Но за дверью что-то заскреблось. Сняли цепочку. В щелку посмотрели – сначала один глаз, потом другой… и дверь открылась.
– Вам кого?
Пожилая, очень худая дама в оренбургском платке крест-накрест.
– Я к… мне к… к Лек…
– Их еще нет, – сказала дама. – Войдите, присядьте, обождите. Они скоро будут.
Посадила меня в крошечную комнатку и ушла. Из крошечной комнатки видна была другая, тоже небольшая, край письменного стола и над ним какое-то птичье чучело.
Над столом висело
Птичье чучело,
На редактора смотрело,
Глаза пучило…
Ждала долго. Изредка входила худая дама и, поглаживая костлявыми руками свой платок на груди, шептала мне:
– Потерпите! Теперь уже недолго.
И вот раздался звонок. Топот, кашель, хрип. Я разобрала:
– Кто?
– Что?
– А?
– Зачем?
– К кому?
– Черт!
Потом хрип смолк, снова вошла худая дама и сказала испуганным шепотом:
– Они еще обмерзши.
И ушла. А я сидела и думала, какой ужас заниматься литературой…
Опять вошла худая дама и опять прошептала, видимо жалея меня и желая ободрить:
– Они еще не оттаявши!
Добрая дама! Обнять бы ее и вместе поплакать… И снова ушла. Господи, Господи! Уйти бы мне, да и уйти не смею. Опять дама.
– Они отошедши.
Я как-то не сразу поняла, что значит «отошедши». Одно мгновение подумала, что это значит, будто Лейкин умер, и в ужасе вскочила.
– Да вы не бойтесь! – успокаивала дама. – Они сказали, чтобы вас впустить.
Я зажмурилась, я шагнула вперед. Действительно, ведь не убьет же он меня! В кресле перед птичьим чучелом сидел кряжистый, кривоплечий и, кажется, косоглазый человек с черной бородой. Очень мрачный.
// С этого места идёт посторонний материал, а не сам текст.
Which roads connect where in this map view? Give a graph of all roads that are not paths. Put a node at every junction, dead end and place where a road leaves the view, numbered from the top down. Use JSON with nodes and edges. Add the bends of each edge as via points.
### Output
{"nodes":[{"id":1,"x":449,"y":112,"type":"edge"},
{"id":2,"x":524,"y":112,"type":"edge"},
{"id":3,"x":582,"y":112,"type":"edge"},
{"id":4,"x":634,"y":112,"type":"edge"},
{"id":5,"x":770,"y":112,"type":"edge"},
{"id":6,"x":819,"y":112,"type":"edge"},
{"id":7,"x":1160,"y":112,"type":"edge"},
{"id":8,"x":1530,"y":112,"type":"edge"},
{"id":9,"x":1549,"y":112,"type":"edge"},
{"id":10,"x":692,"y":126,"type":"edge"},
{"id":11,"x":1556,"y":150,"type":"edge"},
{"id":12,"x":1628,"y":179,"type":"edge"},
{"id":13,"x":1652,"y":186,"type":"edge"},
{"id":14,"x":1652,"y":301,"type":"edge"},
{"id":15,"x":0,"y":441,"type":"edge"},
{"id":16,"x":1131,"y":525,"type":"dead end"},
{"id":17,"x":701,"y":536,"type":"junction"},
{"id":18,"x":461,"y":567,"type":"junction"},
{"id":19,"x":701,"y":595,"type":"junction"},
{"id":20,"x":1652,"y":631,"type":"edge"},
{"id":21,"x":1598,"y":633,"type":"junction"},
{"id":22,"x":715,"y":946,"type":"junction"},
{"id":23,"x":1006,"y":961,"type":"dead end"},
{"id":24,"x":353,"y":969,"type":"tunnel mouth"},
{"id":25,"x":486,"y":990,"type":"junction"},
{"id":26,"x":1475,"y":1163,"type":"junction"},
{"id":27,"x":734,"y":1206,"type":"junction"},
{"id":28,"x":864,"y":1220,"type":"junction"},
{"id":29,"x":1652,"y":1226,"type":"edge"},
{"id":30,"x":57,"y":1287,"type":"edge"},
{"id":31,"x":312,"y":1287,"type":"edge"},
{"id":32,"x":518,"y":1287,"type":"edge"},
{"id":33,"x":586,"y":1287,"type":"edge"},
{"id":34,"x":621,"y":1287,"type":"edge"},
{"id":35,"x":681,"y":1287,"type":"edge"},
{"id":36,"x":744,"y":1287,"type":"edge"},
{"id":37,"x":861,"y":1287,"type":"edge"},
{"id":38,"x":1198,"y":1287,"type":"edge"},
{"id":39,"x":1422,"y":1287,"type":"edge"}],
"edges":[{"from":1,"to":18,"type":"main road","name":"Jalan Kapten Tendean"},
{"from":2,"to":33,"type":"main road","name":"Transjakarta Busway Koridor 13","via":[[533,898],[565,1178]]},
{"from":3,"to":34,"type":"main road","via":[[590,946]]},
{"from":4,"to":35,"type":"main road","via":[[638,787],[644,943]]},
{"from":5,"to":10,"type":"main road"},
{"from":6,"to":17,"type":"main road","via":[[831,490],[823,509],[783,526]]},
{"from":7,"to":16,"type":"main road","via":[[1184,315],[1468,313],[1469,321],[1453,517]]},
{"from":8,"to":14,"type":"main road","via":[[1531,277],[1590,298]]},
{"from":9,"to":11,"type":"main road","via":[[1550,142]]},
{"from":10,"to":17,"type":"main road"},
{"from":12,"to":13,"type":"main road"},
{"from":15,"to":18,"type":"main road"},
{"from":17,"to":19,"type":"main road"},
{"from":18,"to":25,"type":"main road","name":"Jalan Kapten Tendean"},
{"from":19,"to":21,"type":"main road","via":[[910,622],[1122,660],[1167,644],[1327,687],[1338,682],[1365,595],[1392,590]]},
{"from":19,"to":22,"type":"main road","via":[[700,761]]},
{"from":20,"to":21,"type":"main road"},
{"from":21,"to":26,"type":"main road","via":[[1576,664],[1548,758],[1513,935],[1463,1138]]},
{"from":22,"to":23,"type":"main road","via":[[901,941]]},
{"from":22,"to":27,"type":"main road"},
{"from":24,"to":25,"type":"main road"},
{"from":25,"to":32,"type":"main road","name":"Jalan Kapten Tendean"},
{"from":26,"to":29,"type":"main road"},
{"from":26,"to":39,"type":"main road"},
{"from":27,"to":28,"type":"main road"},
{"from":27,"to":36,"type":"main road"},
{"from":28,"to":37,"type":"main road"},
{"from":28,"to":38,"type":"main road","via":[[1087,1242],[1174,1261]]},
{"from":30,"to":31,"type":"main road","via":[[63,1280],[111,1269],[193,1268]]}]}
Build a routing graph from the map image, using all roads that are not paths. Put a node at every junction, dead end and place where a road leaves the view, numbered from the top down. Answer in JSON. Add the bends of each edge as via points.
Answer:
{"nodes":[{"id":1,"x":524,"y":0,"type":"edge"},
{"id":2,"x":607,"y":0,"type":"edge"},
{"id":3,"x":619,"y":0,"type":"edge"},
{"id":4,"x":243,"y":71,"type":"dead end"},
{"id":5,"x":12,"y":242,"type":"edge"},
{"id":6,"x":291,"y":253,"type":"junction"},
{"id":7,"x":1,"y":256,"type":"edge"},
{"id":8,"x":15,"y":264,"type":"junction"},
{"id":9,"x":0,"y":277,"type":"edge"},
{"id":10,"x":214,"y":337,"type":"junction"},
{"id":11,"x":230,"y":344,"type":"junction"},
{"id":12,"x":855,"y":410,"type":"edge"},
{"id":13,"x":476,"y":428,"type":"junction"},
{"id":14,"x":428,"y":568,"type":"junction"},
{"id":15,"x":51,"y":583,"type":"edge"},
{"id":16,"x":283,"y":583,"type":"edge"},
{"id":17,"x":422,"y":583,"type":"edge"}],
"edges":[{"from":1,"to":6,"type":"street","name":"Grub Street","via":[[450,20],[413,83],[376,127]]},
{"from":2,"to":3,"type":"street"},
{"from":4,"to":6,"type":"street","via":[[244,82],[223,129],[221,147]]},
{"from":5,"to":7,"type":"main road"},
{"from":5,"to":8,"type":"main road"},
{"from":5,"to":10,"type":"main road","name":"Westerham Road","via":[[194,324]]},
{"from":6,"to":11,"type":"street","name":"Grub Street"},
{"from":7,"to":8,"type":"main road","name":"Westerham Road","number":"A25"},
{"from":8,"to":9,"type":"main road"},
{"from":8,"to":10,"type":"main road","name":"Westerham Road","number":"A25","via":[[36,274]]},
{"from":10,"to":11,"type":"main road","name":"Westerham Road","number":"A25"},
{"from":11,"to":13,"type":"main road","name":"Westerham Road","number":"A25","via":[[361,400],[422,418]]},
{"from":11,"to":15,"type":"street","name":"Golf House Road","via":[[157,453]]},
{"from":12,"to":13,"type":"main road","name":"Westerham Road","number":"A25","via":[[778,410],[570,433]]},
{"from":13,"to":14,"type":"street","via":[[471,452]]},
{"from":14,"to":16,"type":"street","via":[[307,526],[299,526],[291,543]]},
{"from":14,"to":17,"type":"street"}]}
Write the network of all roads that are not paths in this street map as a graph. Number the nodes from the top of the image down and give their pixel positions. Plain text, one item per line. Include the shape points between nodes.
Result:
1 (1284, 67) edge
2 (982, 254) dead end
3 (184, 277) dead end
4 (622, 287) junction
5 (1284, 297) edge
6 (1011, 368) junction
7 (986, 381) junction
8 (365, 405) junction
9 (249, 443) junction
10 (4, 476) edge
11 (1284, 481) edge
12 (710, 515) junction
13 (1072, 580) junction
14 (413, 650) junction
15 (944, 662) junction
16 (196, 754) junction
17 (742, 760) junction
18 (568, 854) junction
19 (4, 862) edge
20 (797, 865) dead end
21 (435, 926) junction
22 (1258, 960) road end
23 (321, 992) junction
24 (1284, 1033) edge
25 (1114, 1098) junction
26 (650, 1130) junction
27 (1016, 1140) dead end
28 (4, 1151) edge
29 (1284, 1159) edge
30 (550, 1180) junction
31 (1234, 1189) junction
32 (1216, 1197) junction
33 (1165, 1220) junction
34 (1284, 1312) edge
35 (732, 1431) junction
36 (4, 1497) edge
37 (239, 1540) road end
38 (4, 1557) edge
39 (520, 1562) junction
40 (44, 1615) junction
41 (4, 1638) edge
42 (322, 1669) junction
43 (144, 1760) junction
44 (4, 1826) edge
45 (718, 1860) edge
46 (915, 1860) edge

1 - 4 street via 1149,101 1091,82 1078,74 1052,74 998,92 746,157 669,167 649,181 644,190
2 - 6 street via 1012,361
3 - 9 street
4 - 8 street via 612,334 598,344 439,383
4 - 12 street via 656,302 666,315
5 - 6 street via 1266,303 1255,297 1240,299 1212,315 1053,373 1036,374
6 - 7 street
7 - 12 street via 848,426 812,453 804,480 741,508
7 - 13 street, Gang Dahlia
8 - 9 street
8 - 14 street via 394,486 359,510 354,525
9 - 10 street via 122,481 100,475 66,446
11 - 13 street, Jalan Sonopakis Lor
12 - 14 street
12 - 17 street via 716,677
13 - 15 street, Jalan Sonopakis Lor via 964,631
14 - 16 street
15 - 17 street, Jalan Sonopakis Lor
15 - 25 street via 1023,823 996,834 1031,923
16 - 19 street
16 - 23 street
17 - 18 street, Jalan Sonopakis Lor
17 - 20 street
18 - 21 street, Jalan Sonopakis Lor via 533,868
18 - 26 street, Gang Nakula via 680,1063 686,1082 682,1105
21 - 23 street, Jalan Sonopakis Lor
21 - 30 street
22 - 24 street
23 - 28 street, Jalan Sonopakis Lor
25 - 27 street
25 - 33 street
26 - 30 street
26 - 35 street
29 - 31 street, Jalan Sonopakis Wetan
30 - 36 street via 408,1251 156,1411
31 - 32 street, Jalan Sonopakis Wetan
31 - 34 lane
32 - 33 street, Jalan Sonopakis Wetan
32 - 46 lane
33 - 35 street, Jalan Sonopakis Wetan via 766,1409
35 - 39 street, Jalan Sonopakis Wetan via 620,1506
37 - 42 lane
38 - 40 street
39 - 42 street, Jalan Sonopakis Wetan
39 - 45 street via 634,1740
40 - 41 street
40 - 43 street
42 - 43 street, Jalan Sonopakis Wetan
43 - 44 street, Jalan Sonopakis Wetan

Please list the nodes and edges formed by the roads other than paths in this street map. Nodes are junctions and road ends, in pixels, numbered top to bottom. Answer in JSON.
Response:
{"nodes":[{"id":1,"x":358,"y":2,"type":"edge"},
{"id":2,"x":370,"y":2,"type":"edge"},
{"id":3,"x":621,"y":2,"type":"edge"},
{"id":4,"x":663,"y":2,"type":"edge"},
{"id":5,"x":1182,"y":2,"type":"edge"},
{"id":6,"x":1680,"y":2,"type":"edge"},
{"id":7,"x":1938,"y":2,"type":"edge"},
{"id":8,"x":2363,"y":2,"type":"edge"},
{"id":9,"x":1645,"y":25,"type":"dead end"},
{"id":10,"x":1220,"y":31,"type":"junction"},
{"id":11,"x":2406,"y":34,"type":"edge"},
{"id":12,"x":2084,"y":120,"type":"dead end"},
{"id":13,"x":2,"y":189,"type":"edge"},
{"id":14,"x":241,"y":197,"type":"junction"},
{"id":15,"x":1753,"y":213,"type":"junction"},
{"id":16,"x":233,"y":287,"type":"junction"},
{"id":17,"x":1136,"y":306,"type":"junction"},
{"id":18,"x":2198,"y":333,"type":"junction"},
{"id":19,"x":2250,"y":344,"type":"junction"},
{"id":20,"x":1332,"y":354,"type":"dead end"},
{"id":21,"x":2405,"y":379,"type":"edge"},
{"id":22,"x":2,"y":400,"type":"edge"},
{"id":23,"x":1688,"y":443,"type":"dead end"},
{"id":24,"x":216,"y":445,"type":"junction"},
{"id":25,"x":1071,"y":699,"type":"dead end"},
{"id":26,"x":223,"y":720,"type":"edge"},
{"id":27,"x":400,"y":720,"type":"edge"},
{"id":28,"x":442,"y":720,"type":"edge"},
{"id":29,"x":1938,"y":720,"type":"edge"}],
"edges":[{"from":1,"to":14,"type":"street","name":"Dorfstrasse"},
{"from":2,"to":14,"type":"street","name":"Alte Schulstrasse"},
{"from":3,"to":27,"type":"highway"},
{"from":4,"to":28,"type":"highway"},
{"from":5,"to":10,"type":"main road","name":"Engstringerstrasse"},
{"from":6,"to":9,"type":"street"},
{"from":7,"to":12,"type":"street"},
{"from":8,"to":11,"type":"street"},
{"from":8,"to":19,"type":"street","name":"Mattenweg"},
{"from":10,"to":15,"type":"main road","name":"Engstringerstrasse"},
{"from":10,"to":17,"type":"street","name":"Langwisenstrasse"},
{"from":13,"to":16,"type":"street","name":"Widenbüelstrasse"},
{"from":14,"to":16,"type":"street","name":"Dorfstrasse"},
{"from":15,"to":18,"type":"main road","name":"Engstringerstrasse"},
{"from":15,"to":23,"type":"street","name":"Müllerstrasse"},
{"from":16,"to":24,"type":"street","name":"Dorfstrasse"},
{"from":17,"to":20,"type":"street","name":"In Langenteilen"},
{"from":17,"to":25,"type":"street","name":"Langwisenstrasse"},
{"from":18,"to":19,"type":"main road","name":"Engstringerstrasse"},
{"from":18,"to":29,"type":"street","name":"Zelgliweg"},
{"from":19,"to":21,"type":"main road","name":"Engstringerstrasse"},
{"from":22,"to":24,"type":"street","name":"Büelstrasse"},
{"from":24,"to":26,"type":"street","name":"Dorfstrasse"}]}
– С чем пожаловали? – спросил он меня, глядя в сторону. – Что вам нужно?
– Стихи… – прошептала я.
– Какие стихи?
– «Песенка Маргариты».
– Что-о? У нас, кажется, таких стихов отродясь не бывало. Объясните толковее.
– Я сочинила. Вот.
Он, не глядя на меня, протянул руку. Я ткнула в нее свой листок.
– Ну? – сказал он.
– Что? – спросила я.
– Ну и до свиданья. Ответ прочтете в «Почтовом ящике».
Через месяц я прочла в «Почтовом ящике» «Осколков»: «„Песенка Маргариты" никуда не годится».
Таков был мой первый литературный шаг. Впоследствии эту самую «Песенку Маргариты» я прямо для тайного торжества над сердитым редактором (хотя его уже не было на свете) напечатала в разных изданиях не меньше четырех раз.
Хотя… пожалуй… будь я сама редактором, я бы не напечатала ее ни разу.